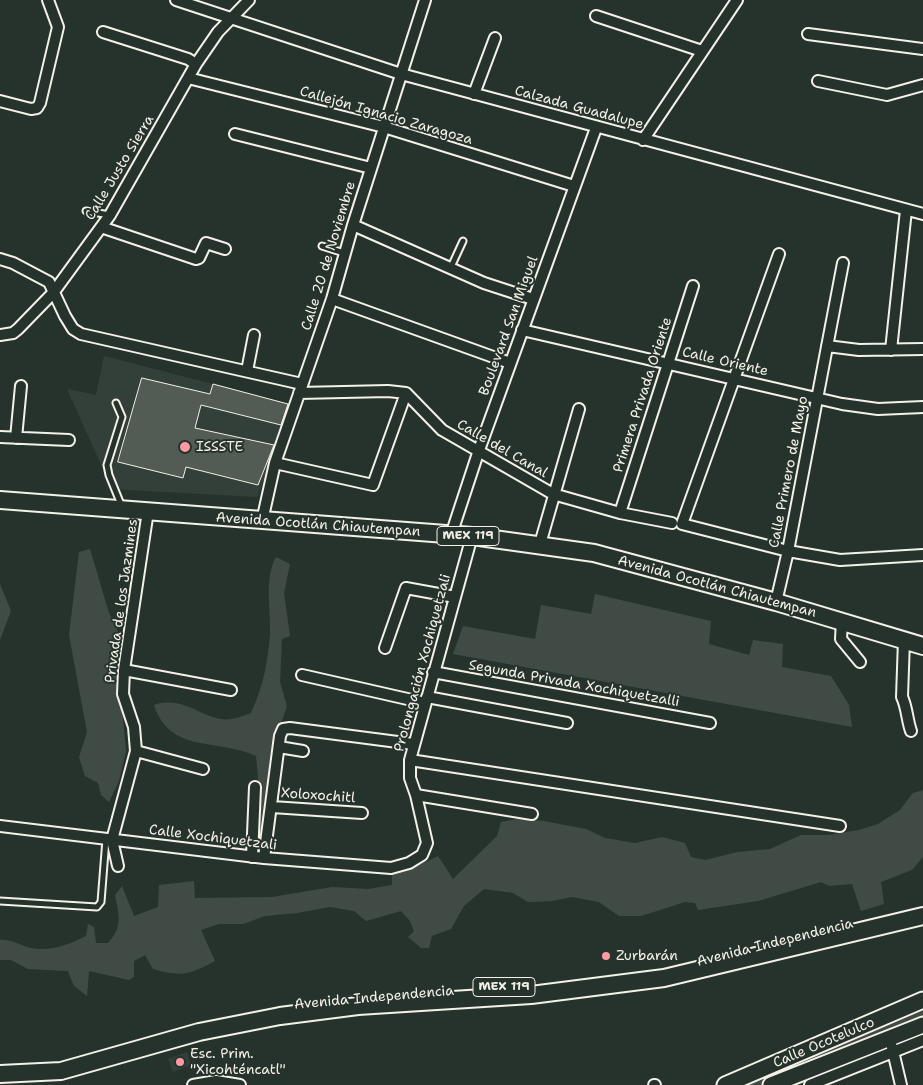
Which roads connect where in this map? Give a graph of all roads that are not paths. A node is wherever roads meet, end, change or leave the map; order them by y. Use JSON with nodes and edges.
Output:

--

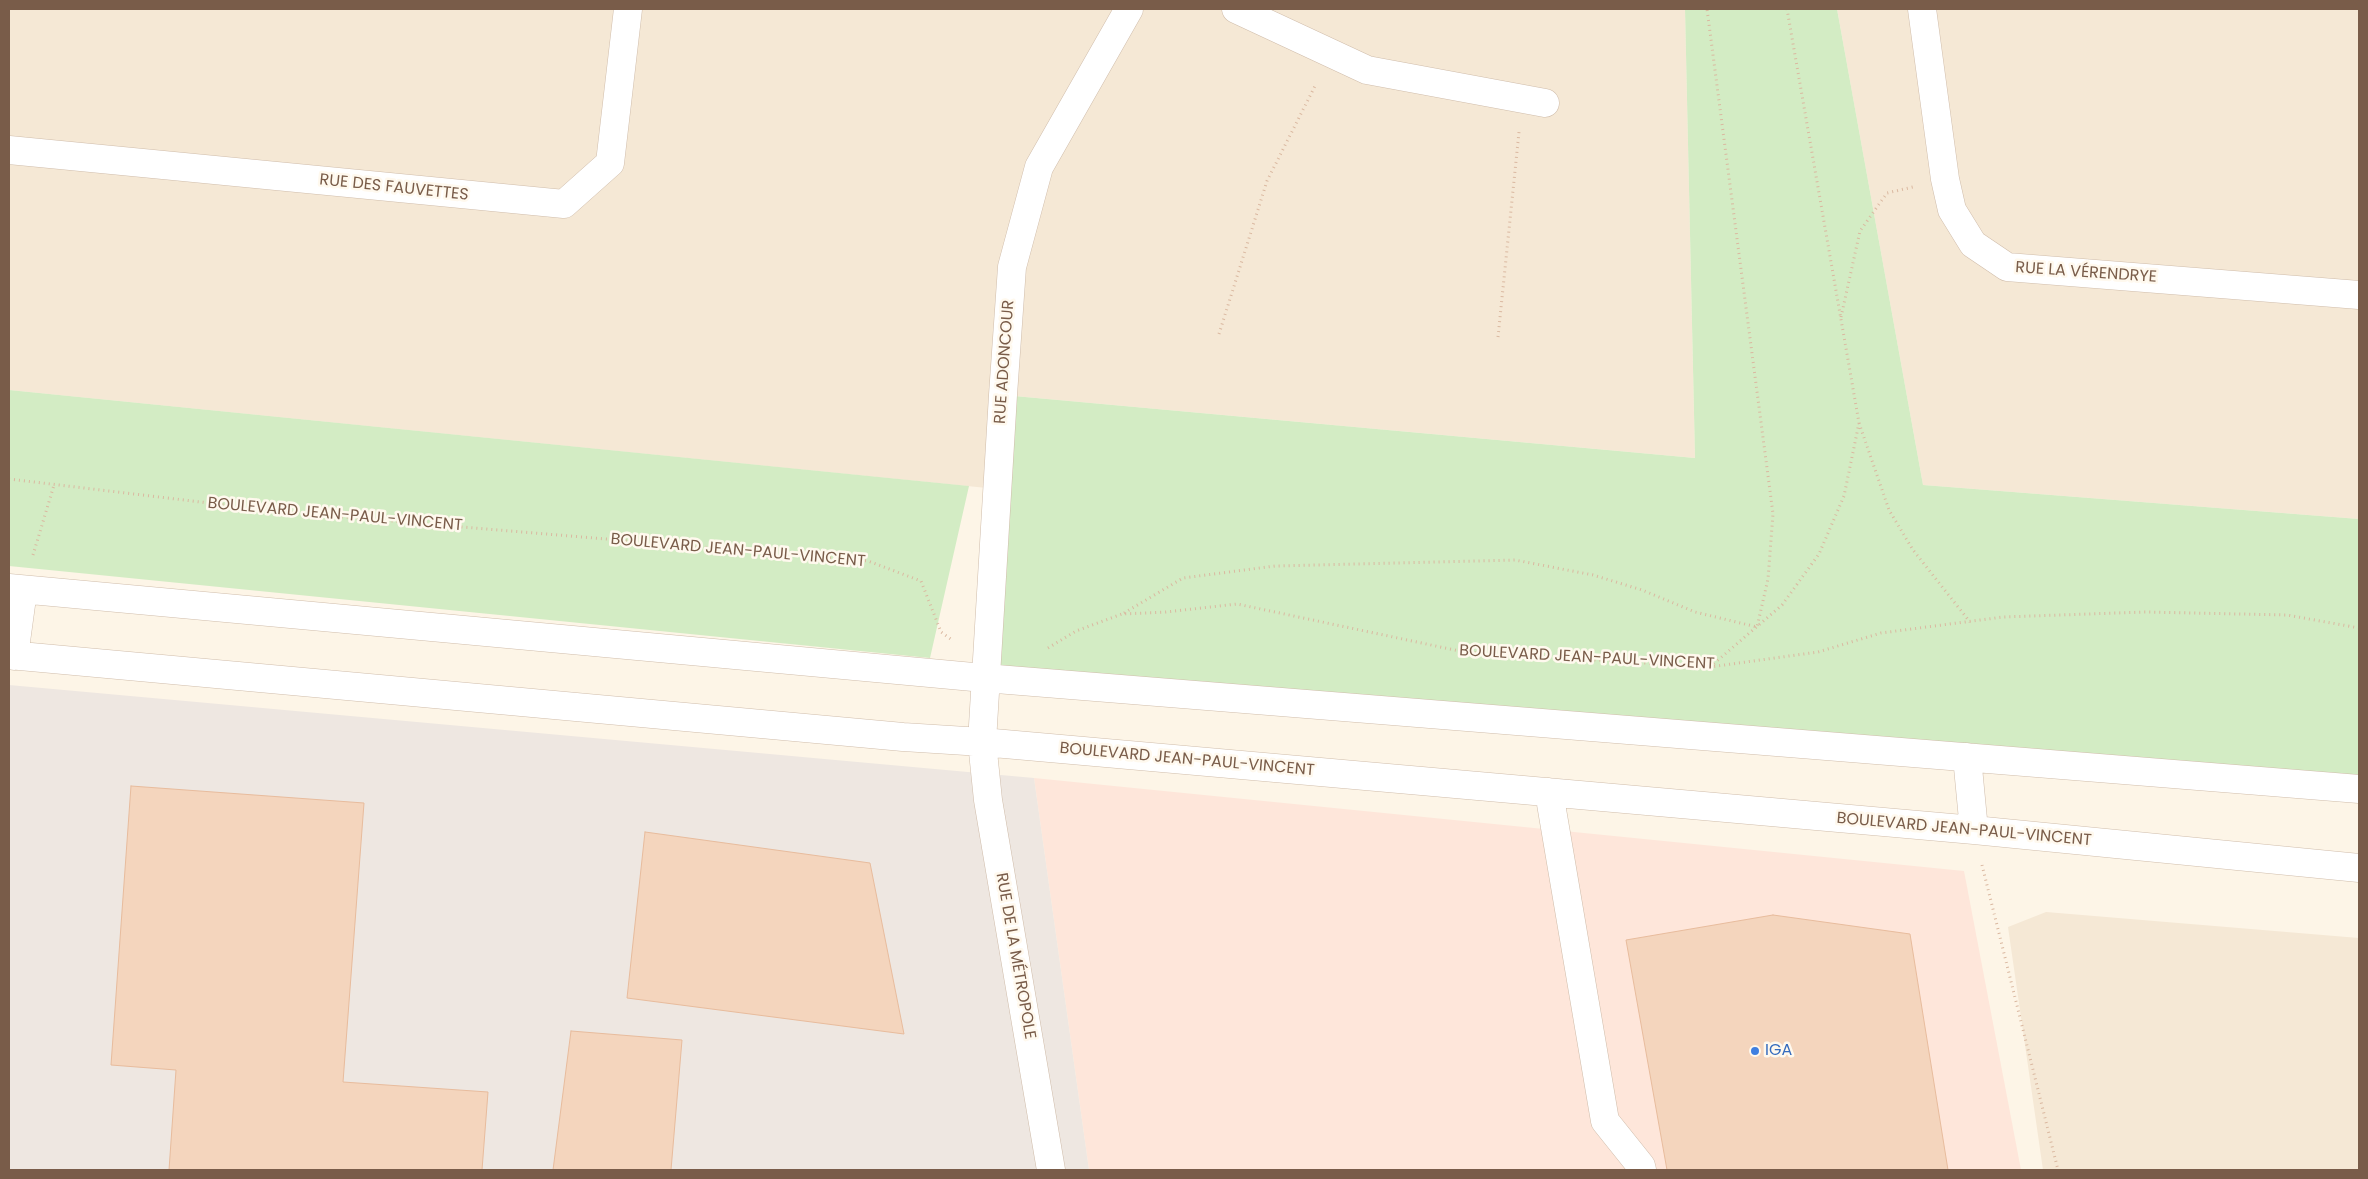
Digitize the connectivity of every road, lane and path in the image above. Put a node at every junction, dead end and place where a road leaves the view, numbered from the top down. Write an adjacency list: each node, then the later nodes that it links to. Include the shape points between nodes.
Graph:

What this task involves – Note every line above where the string "that" shows up, and copy those lines.

Completed task –
Which roads connect where in this map? Give a graph of all roads that are not paths. A node is wherever roads meet, end, change or leave the map; order them by y. Use JSON with nodes and edges.
Digitize the connectivity of every road, lane and path in the image above. Put a node at every junction, dead end and place where a road leaves the view, numbered from the top down. Write an adjacency list: each node, then the later nodes that it links to. Include the shape points between nodes.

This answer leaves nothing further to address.